She realized she was talking to herself. The sound of leaves crunching in the trees made her jump. “Derek?”

Instinct pushed her fingers to one of the logs, guiding them around the rough bark.
If it’s a bear, I hope it’s a black bear. I’d rather face a black bear than a grizzly any day. If it’s the poacher, I might still need a weapon
.

Slowly rising to her feet, she turned, letting her eyes focus on the vine-tangled woods, drab brown and muted green like military camouflage.

“Derek?”

Be quiet! Hold the log behind your back …
The instructions were coming from some other self, her survival self. Then, at the last second …

Staring this long was painful, but she didn’t dare blink.

She stood still, hands gripping the log. and waited.

Derek moved into the clearing. “What’re you doing?”

Cody tossed the log in the fire.
“Me?”
She noticed for the first time that he was back in his jeans, the cuffs tucked inside his rubber boots; three days and a fire must have been long enough to dry them. “You scared me to death. I didn’t know you’d left.”

Derek rubbed his hands briskly over the fire. “I thought you were sleeping, so I went to the cabin.”

“What for?”

He pulled a T-shirt scrap from under his sweatshirt. “I found some berries.”

She recognized the pink fruit, smooth and succulent. Salmonberries. “He left them, didn’t he?”

Derek shrugged.

“Did you see him?”

She looked nervously toward Yakutat.
Where is the search party?
she cried to herself. Then she turned to Derek and said aloud, “What does he want from us?”

He set the bundle in the dirt, the T-shirt becoming a platter. “
I
found the berries.”

Cody thought he was lying but didn’t argue about it. She snatched a handful of berries and ate them quietly. She needed to build up her strength. The juice had an odd taste, not as sweet as usual.

They aren’t ripe
, she thought, eating them anyway.

Derek pulled a strip of brittle plastic from his hip pocket. “Maybe we can make you some shades.”

Cody recognized the plastic from the cabin’s crude window. She turned it over in her hand. Maybe if she soaked off the years of grime, tucked it under No Fear, notched out a slot for her nose … She held it up to her eyes and looked at the flames; the light was definitely softened. But her vision was close to zero.

“Maybe if I can scrape off some of the yellow,” she said, hoping she’d never need them.

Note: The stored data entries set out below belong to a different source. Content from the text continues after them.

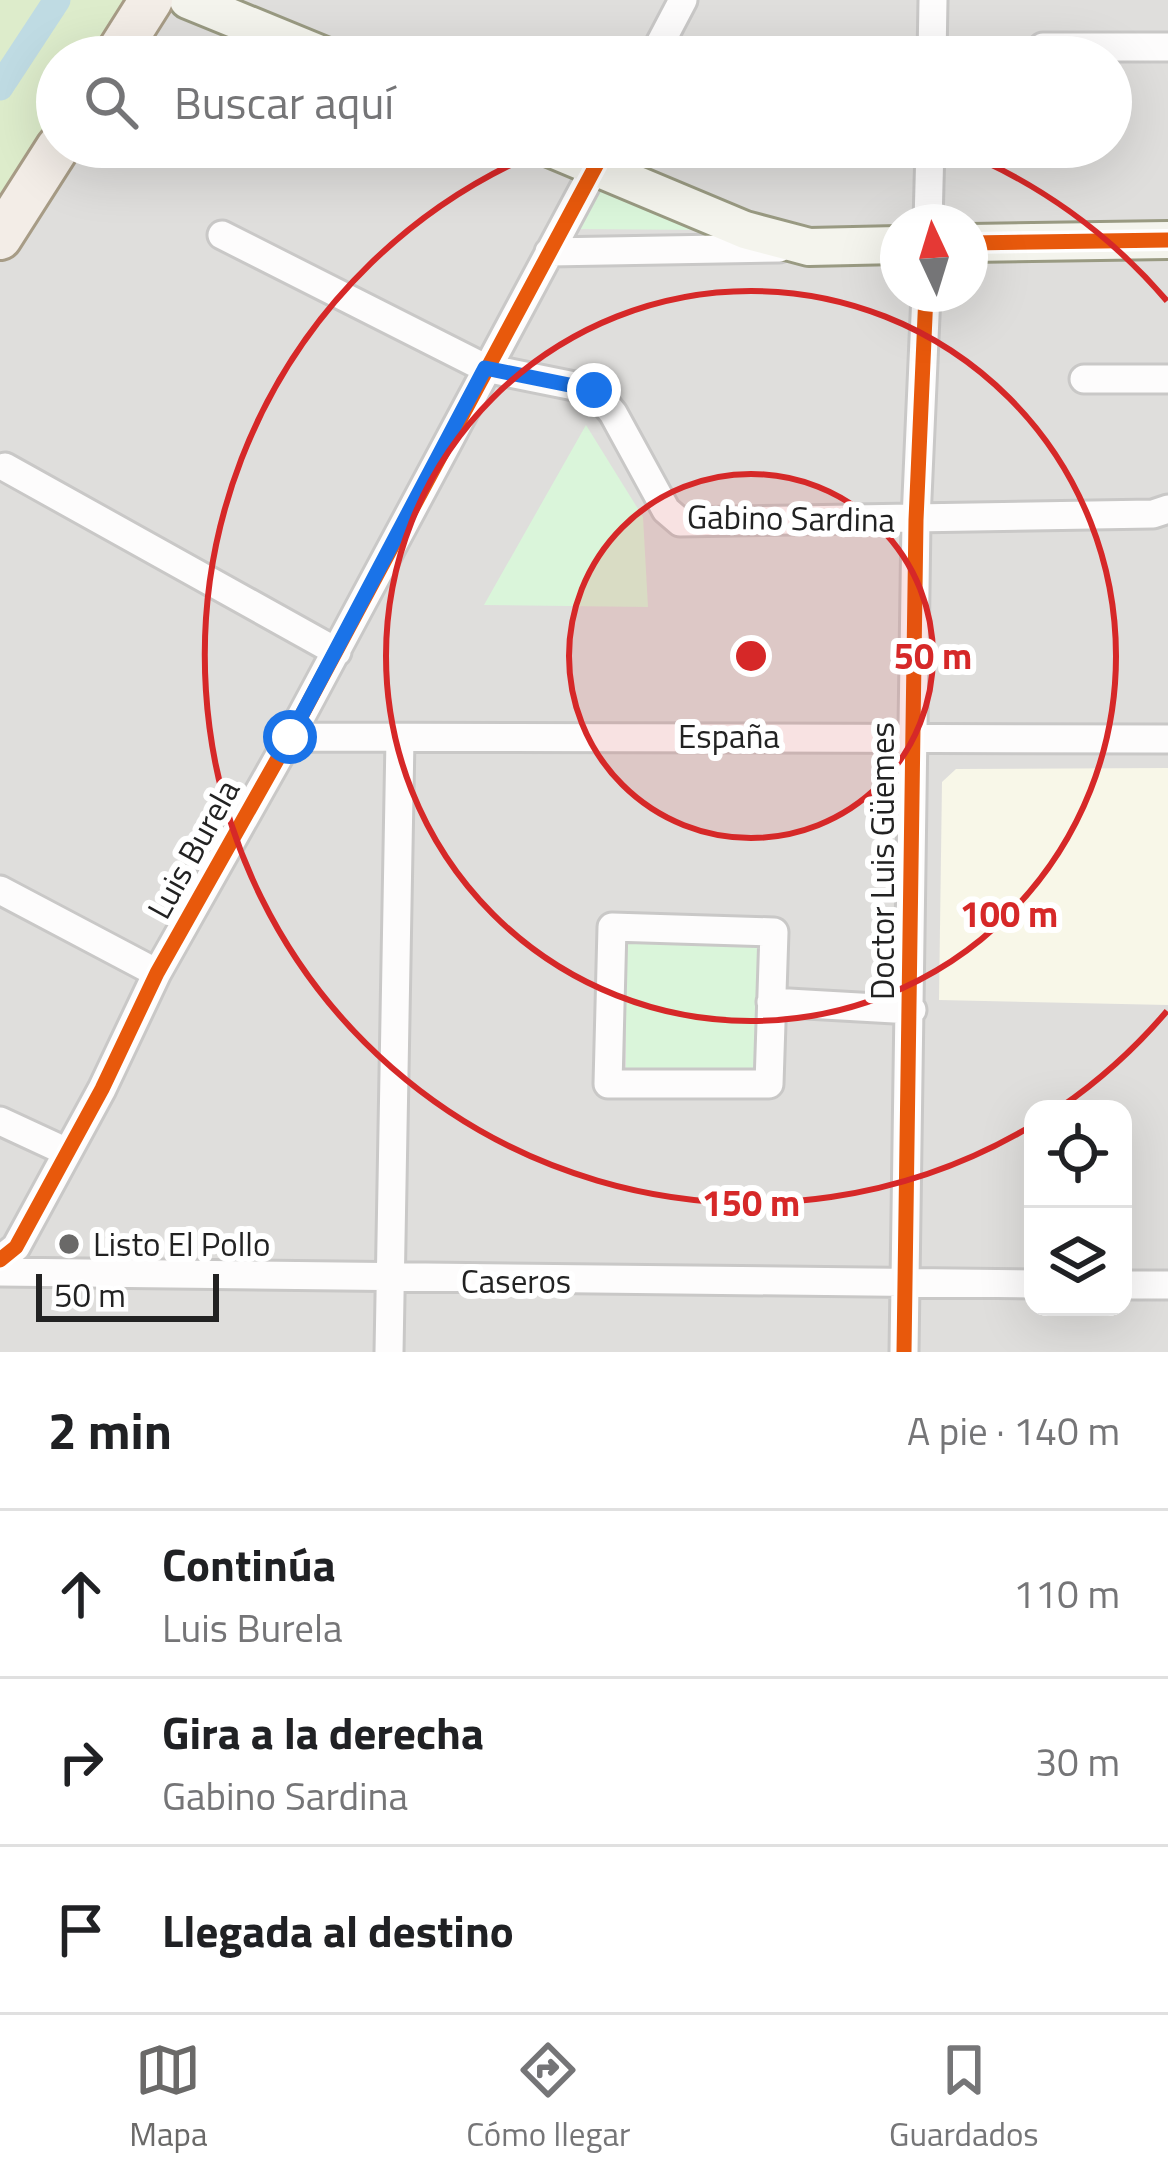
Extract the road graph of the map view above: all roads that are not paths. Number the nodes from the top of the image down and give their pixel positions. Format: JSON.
{"nodes":[{"id":1,"x":135,"y":0,"type":"edge"},
{"id":2,"x":151,"y":0,"type":"edge"},
{"id":3,"x":188,"y":0,"type":"edge"},
{"id":4,"x":683,"y":0,"type":"edge"},
{"id":5,"x":933,"y":0,"type":"edge"},
{"id":6,"x":112,"y":36,"type":"edge"},
{"id":7,"x":128,"y":36,"type":"edge"},
{"id":8,"x":276,"y":36,"type":"edge"},
{"id":9,"x":664,"y":36,"type":"edge"},
{"id":10,"x":932,"y":36,"type":"edge"},
{"id":11,"x":1132,"y":47,"type":"edge"},
{"id":12,"x":1168,"y":47,"type":"edge"},
{"id":13,"x":36,"y":158,"type":"edge"},
{"id":14,"x":45,"y":168,"type":"edge"},
{"id":15,"x":595,"y":168,"type":"edge"},
{"id":16,"x":623,"y":168,"type":"edge"},
{"id":17,"x":929,"y":168,"type":"edge"},
{"id":18,"x":928,"y":204,"type":"edge"},
{"id":19,"x":0,"y":216,"type":"edge"},
{"id":20,"x":222,"y":235,"type":"dead end"},
{"id":21,"x":0,"y":238,"type":"edge"},
{"id":22,"x":1168,"y":240,"type":"edge"},
{"id":23,"x":988,"y":243,"type":"edge"},
{"id":24,"x":880,"y":245,"type":"edge"},
{"id":25,"x":809,"y":247,"type":"junction"},
{"id":26,"x":549,"y":252,"type":"junction"},
{"id":27,"x":925,"y":312,"type":"edge"},
{"id":28,"x":485,"y":368,"type":"junction"},
{"id":29,"x":1168,"y":379,"type":"edge"},
{"id":30,"x":1084,"y":380,"type":"dead end"},
{"id":31,"x":5,"y":467,"type":"dead end"},
{"id":32,"x":1168,"y":509,"type":"edge"},
{"id":33,"x":916,"y":520,"type":"junction"},
{"id":34,"x":337,"y":652,"type":"junction"},
{"id":35,"x":913,"y":734,"type":"junction"},
{"id":36,"x":290,"y":737,"type":"junction"},
{"id":37,"x":400,"y":738,"type":"junction"},
{"id":38,"x":1168,"y":739,"type":"edge"},
{"id":39,"x":0,"y":890,"type":"edge"},
{"id":40,"x":157,"y":973,"type":"junction"},
{"id":41,"x":771,"y":1002,"type":"junction"},
{"id":42,"x":912,"y":1010,"type":"junction"},
{"id":43,"x":0,"y":1121,"type":"edge"},
{"id":44,"x":67,"y":1152,"type":"junction"},
{"id":45,"x":0,"y":1260,"type":"edge"},
{"id":46,"x":0,"y":1272,"type":"edge"},
{"id":47,"x":388,"y":1280,"type":"junction"},
{"id":48,"x":906,"y":1284,"type":"junction"},
{"id":49,"x":1024,"y":1285,"type":"edge"},
{"id":50,"x":1132,"y":1285,"type":"edge"},
{"id":51,"x":1168,"y":1285,"type":"edge"},
{"id":52,"x":389,"y":1352,"type":"edge"},
{"id":53,"x":904,"y":1352,"type":"edge"}],
"edges":[{"from":1,"to":6,"type":"main road"},
{"from":2,"to":7,"type":"main road"},
{"from":3,"to":8,"type":"main road"},
{"from":4,"to":9,"type":"street"},
{"from":5,"to":10,"type":"street"},
{"from":11,"to":12,"type":"street"},
{"from":13,"to":19,"type":"main road"},
{"from":14,"to":21,"type":"main road"},
{"from":15,"to":26,"type":"street","name":"Luis Burela"},
{"from":16,"to":25,"type":"main road"},
{"from":17,"to":18,"type":"street"},
{"from":20,"to":28,"type":"street"},
{"from":22,"to":23,"type":"main road"},
{"from":24,"to":25,"type":"main road"},
{"from":25,"to":26,"type":"street"},
{"from":26,"to":28,"type":"street","name":"Luis Burela"},
{"from":27,"to":33,"type":"street","name":"Doctor Luis Güemes"},
{"from":28,"to":33,"type":"street","name":"Gabino Sardina"},
{"from":28,"to":34,"type":"street","name":"Luis Burela"},
{"from":29,"to":30,"type":"street"},
{"from":31,"to":34,"type":"street"},
{"from":32,"to":33,"type":"street","name":"Gabino Sardina"},
{"from":33,"to":35,"type":"street","name":"Doctor Luis Güemes"},
{"from":34,"to":36,"type":"street","name":"Luis Burela"},
{"from":35,"to":37,"type":"street","name":"España"},
{"from":35,"to":38,"type":"street","name":"España"},
{"from":35,"to":42,"type":"street","name":"Doctor Luis Güemes"},
{"from":36,"to":37,"type":"street","name":"España"},
{"from":36,"to":40,"type":"street","name":"Luis Burela"},
{"from":37,"to":47,"type":"street"},
{"from":39,"to":40,"type":"street"},
{"from":40,"to":44,"type":"street","name":"Luis Burela"},
{"from":41,"to":41,"type":"street"},
{"from":41,"to":42,"type":"street"},
{"from":42,"to":48,"type":"street","name":"Doctor Luis Güemes"},
{"from":43,"to":44,"type":"street"},
{"from":44,"to":45,"type":"street","name":"Luis Burela"},
{"from":46,"to":47,"type":"street","name":"Caseros"},
{"from":47,"to":48,"type":"street","name":"Caseros"},
{"from":47,"to":52,"type":"street"},
{"from":48,"to":49,"type":"street","name":"Caseros"},
{"from":48,"to":53,"type":"street","name":"Doctor Luis Güemes"},
{"from":50,"to":51,"type":"street"}]}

She was suddenly ravenously thirsty, as if her sunburn had spent the last three days sucking moisture from every pore. She lifted the cooled pot and drank what was left, guzzling each drop. Then she reached for the second pot, swirling it to cool the water.

Derek polished off his half of the berries and dug into the roots. Boiled roots? He couldn’t have found roots and boiled them. So the man had either given him the food or left it in the cabin.

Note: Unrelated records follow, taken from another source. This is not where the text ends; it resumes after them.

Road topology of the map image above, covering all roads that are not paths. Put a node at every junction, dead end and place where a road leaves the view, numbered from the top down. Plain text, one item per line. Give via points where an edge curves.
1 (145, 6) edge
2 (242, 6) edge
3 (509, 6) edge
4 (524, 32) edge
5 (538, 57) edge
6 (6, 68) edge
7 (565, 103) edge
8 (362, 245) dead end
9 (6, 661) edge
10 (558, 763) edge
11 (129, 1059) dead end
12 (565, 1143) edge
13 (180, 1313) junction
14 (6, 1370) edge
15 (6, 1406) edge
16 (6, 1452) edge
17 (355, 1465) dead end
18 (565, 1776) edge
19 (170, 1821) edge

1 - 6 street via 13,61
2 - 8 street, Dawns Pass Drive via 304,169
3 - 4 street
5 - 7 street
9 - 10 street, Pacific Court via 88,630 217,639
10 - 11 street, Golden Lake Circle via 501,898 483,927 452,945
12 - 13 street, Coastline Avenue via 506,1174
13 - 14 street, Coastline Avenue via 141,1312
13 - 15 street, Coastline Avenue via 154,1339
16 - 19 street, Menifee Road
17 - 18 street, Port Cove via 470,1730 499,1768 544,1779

“Maybe we’ll make sunglasses the way the Eskimos did,” Derek said. “I read about it at the lodge. They carved them out of wood, with slits in the front, so you can see out but light can’t get in. And we need a fishing pole. We could bend a nail for a hook.”

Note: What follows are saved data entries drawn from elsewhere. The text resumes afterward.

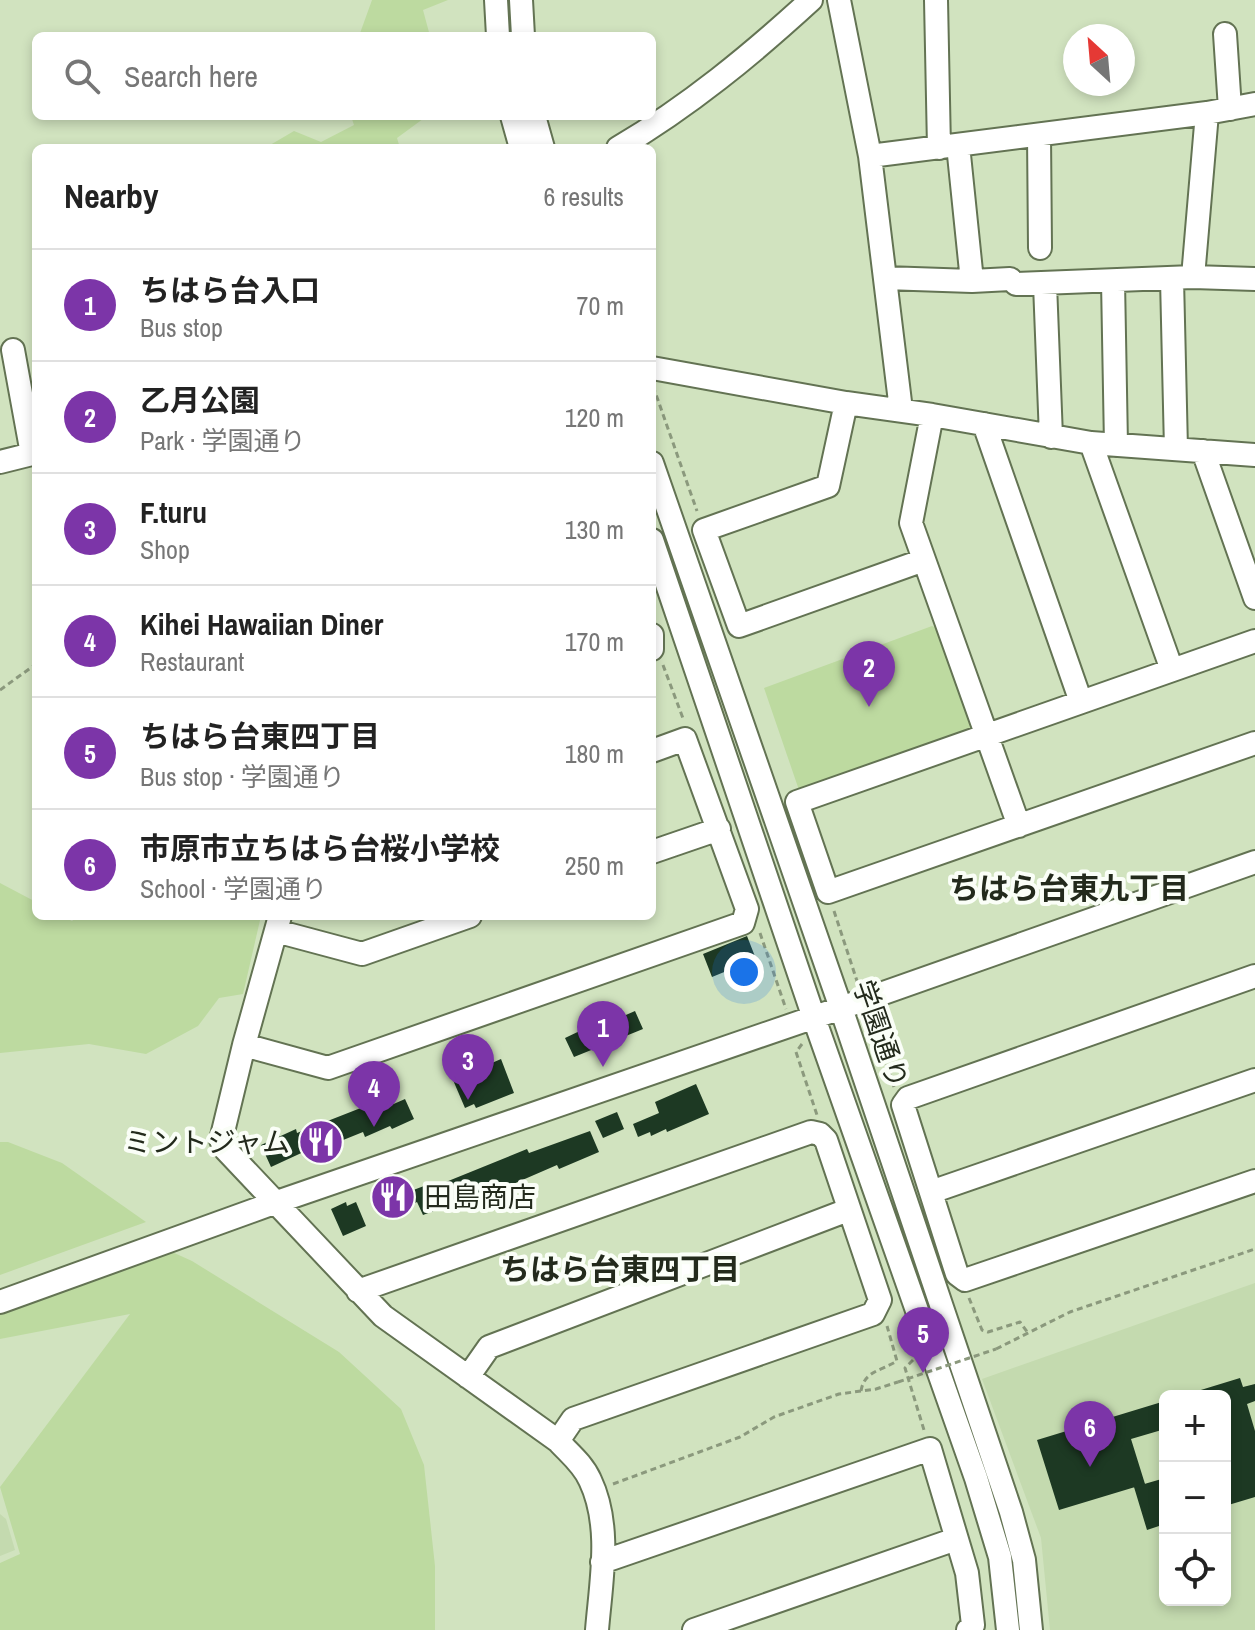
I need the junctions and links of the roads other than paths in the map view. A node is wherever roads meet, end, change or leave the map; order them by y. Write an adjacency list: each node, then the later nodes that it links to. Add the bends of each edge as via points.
1 (496, 0): 6 (street)
2 (521, 0): 7 (street)
3 (811, 0): 17 (street, via 750,55)
4 (839, 0): 19 (street)
5 (936, 0): 18 (street)
6 (498, 32)
7 (523, 32)
8 (1225, 34): 10 (street)
9 (1255, 104): 10 (street)
10 (1230, 109): 11 (street)
11 (1207, 113): 14 (street); 22 (street)
12 (513, 120): 15 (street)
13 (535, 120): 16 (street)
14 (1039, 135): 18 (street); 20 (street)
15 (520, 144)
16 (542, 144)
17 (625, 144)
18 (948, 147): 19 (street); 24 (street)
19 (870, 156): 21 (street)
20 (1040, 248)
21 (885, 278): 24 (street); 30 (street)
22 (1182, 278): 23 (street); 25 (street); 37 (street)
23 (1255, 279)
24 (972, 281): 26 (street)
25 (1113, 281): 26 (street); 36 (street)
26 (1045, 284): 33 (street)
27 (13, 350): 34 (street)
28 (656, 369): 29 (street)
29 (846, 403): 30 (street); 44 (street, via 828,486 704,530 739,626)
30 (901, 410): 31 (street)
31 (932, 415): 32 (street); 44 (street, via 911,523)
32 (984, 424): 33 (street); 48 (street)
33 (1051, 437): 35 (street)
34 (32, 443)
35 (1091, 443): 36 (street); 47 (street)
36 (1116, 445): 37 (street)
37 (1176, 449): 38 (street)
38 (1203, 451): 40 (street); 45 (street)
39 (32, 454): 41 (street)
40 (1255, 455)
41 (0, 462)
42 (656, 475): 59 (street, 学園通り)
43 (656, 552): 60 (street, 学園通り)
44 (924, 560): 49 (street)
45 (1255, 598)
46 (1255, 641): 47 (street)
47 (1172, 670): 48 (street)
48 (1081, 702): 49 (street)
49 (986, 735): 52 (street); 52 (street, via 797,802 828,892)
50 (1255, 743): 52 (street)
51 (656, 750): 53 (street, via 685,739)
52 (1019, 826)
53 (719, 829): 54 (street); 61 (street, via 747,909 743,923 328,1068)
54 (656, 851)
55 (1255, 862): 59 (street)
56 (459, 920): 57 (street, via 362,954)
57 (278, 924): 61 (street)
58 (1255, 976): 64 (street, via 906,1101)
59 (841, 1008): 60 (street); 77 (street, 学園通り, via 1011,1512 1024,1560)
60 (814, 1018): 65 (street, via 798,1033); 76 (street, 学園通り, via 976,1478 1000,1557)
61 (244, 1045): 65 (street, via 221,1140)
62 (1255, 1080): 64 (street)
63 (1255, 1181): 64 (street, via 965,1280 957,1274)
64 (931, 1192)
65 (274, 1203): 67 (street); 68 (street)
66 (848, 1210): 67 (street, via 826,1140 811,1132); 69 (street, via 489,1347); 70 (street, via 880,1300 873,1314 573,1419)
67 (358, 1291): 69 (street, via 383,1316)
68 (0, 1302)
69 (468, 1377): 70 (street)
70 (558, 1441): 72 (street, via 579,1463 594,1491 603,1526)
71 (956, 1539): 72 (street, via 930,1449); 74 (street); 75 (street, via 973,1616)
72 (602, 1562): 73 (street)
73 (597, 1630)
74 (694, 1630)
75 (968, 1630)
76 (1008, 1630)
77 (1031, 1630)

She had to tell him about the note and that she’d sort of cheated on the bet. She hadn’t
told
anyone where they had gone, but …

Derek took the empty pots and turned in the direction of the stream. “I’ll get more water.” He paused to look at a white-gray sky tightly knitted with weeping mist. “Then let’s start on a fishing pole. The fjord must be full of fish.”

She couldn’t let him go to the stream yet. “I have good news and bad news,” she said.

Derek turned, straddling the downed tree trunk, a pot in each hand.

“The good news is my mom knows we took the kayaks, that we were camping in the fjord. The bad news is I cheated on our bet. I left a note.”

He looked as if he’d just choked on a bunch of berries.

“So we don’t need a fishing pole.” It sounded like an apology, but the note was going to save their lives.

“I don’t have any good news,” he said. “Just bad news.”

Cody waited.

“I found the note … and tore it up.”

The stage was set for a fight, a knock-down, drag-out brawl.

Cody only swore once and tagged it with his name. It came out sounding like one word,
dammitderek
. “Why?”

He shrugged, looking guilty and sorry. “I thought someone might find the note before we got to camp out. People are always going into your cabin.” Then he disappeared with pots in hand, heading for the stream.

The mist turned to light rain, adding grayness to the already sullen sky. Shadows on the distant mountains deepened in the valleys. Up close the forest looked like what it was, a dense growth of trees and underbrush choking hundreds of thousands of acres. Farther away it was dead green, the color of lettuce forgotten in the vegetable bin.

Cody slipped into her yellow slicker.

No one knows we’re here
, she thought.

Except the poacher
.

Derek would continue to the stream for water; then he’d probably head to the cabin for nails: fishhooks. She should have gone with him, but she’d been so ticked off about the note.

The fire kicked up when the drizzle lightened to an annoying mist. Fire and smoke were still allies.

Would a search party start at the beach, on the ocean side? She and Derek had gone to the beach every day it hadn’t rained since he’d come to Yakutat. Their mothers knew the routine: hang out at Cannon Beach, a fifteen-mile-stretch with fifteen-to twenty-foot breakers that attracted surfers from around the world. Check out the fishing action, chat with the locals.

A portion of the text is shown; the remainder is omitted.